What I Learned from 3 Months of Building My First Large Application, and Why I Spent January Rebuilding it from Scratch
January 24th, 2026
Mistakes Were Made
When I set out to build the Universal Asset Browser, I'd written individual tools and scripts, shaders, some small web applications, and worked within large applications that other people had built, but I'd never built a serious application from nothing on my own. I've taken a few graduate CS classes, but I'm mostly self-taught--my formal education was in game development, but mostly on the artistic side (specifically art direction and environment art).
I began by researching design patterns and thinking about how the application should be architected. This was a good idea, but I was ignorant about how to thoughtfully and carefully plan out a project like this. I spent a few days reading about GUI architecture, read about MVP, and decided that it seemed like it made the most sense for me (not really understanding the differences between MVP, MVC, etc.). I was really excited just to build. I'd figure it out on the fly, right? I can always refactor, I naively thought.
So I started building. And build I did. I hit our minimum-viable-product, a local asset library in Houdini with local import and the ability to spawn and replace HDRI's, on schedule. But then it came time to integrate PolyHaven, and shocker, suddenly I was fighting my entire codebase. I had sincerely tried to be thoughtful about how I put everything together, and it was a pretty reasonable approach for a local asset library. But as soon as any meaningful amount of extensibility was an issue, the whole thing fell apart: there was no clear way to integrate external libraries at all. More than that, my attempts to do so revealed critical failures in my initial plan.
The Mistakes
This is a list of everything I noticed wrong with the original approach. I'm sure there's plenty more; these are just what I noticed.

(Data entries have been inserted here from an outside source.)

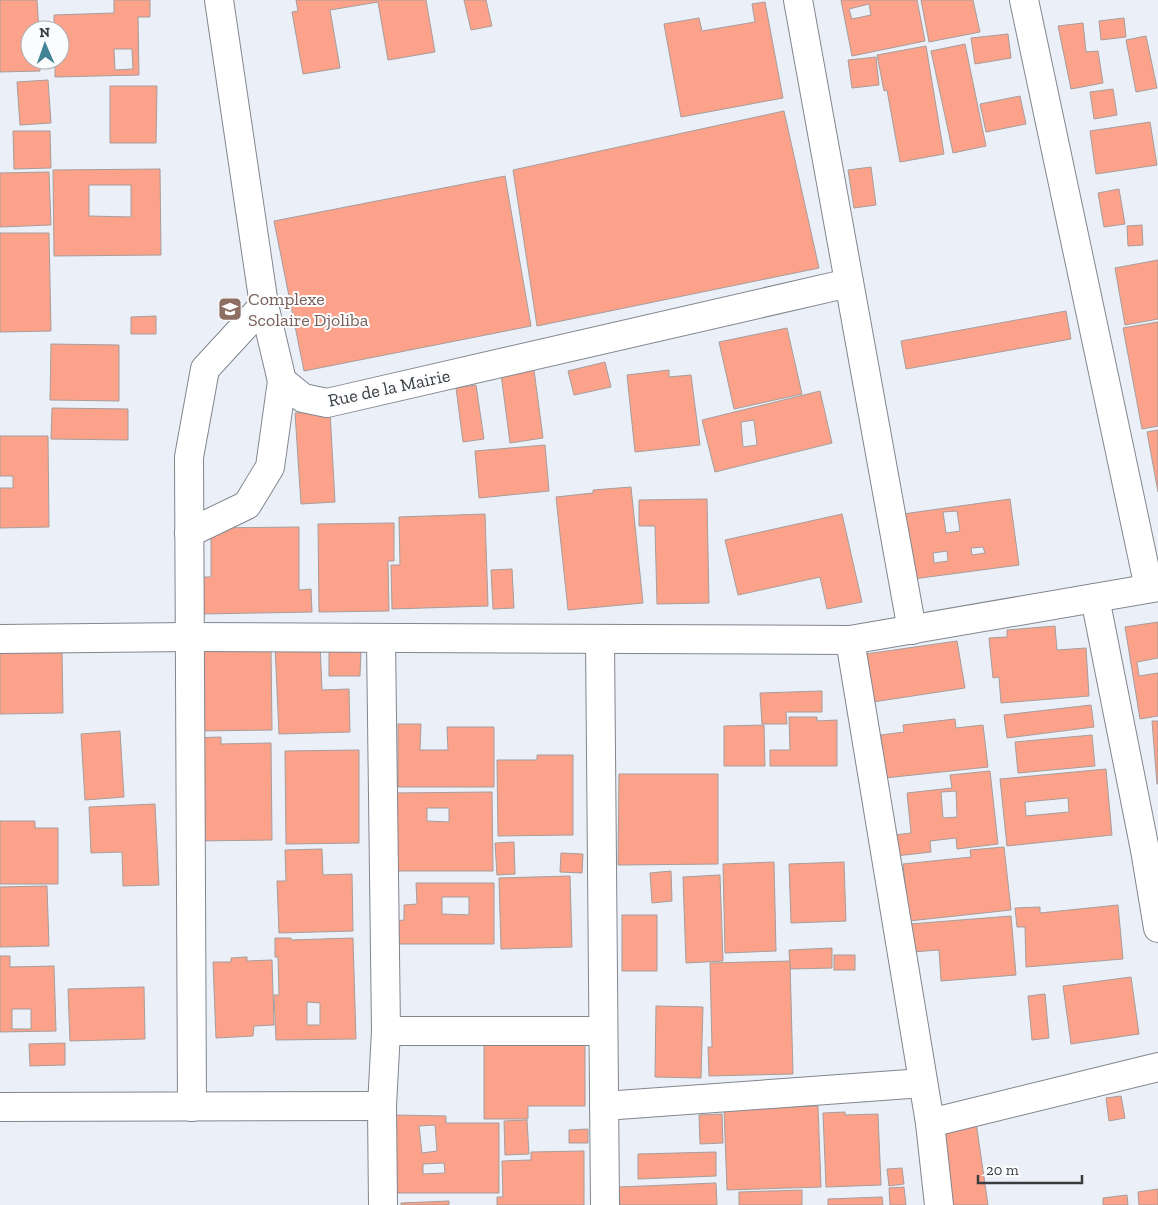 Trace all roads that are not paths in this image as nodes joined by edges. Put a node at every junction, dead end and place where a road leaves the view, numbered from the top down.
1 (219, 0) edge
2 (798, 0) edge
3 (1024, 0) edge
4 (849, 283) junction
5 (264, 305) junction
6 (282, 381) junction
7 (189, 534) junction
8 (1154, 588) edge
9 (1095, 598) junction
10 (912, 630) junction
11 (190, 637) junction
12 (0, 639) edge
13 (381, 639) junction
14 (600, 640) junction
15 (850, 640) junction
16 (1151, 849) edge
17 (1158, 928) edge
18 (386, 1031) junction
19 (603, 1031) junction
20 (1158, 1067) edge
21 (923, 1083) junction
22 (382, 1106) junction
23 (604, 1106) junction
24 (0, 1107) edge
25 (192, 1107) junction
26 (930, 1123) junction
27 (384, 1205) edge
28 (605, 1205) edge
29 (939, 1205) edge

1 - 5 street
2 - 4 street
3 - 8 street
4 - 6 street, Rue de la Mairie
4 - 10 street
5 - 6 street
5 - 7 street
6 - 7 street
7 - 11 street
8 - 9 street
9 - 10 street
9 - 16 street
10 - 15 street
11 - 12 street
11 - 13 street
11 - 25 street
13 - 14 street
13 - 18 street
14 - 15 street
14 - 19 street
15 - 21 street
16 - 17 street
18 - 19 street
18 - 22 street
19 - 23 street
20 - 26 street
21 - 23 street
21 - 26 street
22 - 25 street
22 - 27 street
23 - 28 street
24 - 25 street
26 - 29 street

- The Presenter in the initial vision of MVP had become a god object in the worst way possible: my approach of creating an inheritance tree of
Presenter <- Application Presenter <- Application Renderer Presentermeant that swapping renderers at runtime was catastrophic, since the object running the entire application was destroyed. More than that, there was quite a lot of logic that lived in the presenter that shouldn't have--not just business logic, but navigation and database logic, too. - I'd implemented a local server process that ran separately from the browser that acted as the go-between between the browser and the local assets. This was so that I could implement real-time sync across browser instances, but in hindsight, that is not core to what makes the application useful, and there are ways to implement almost-real-time sync that don't require managing a completely separate process that is extremely bug-prone (the antics I had to do to launch a persisting server process from a function that just returns a base QWidget [required by Houdini] were pretty wild).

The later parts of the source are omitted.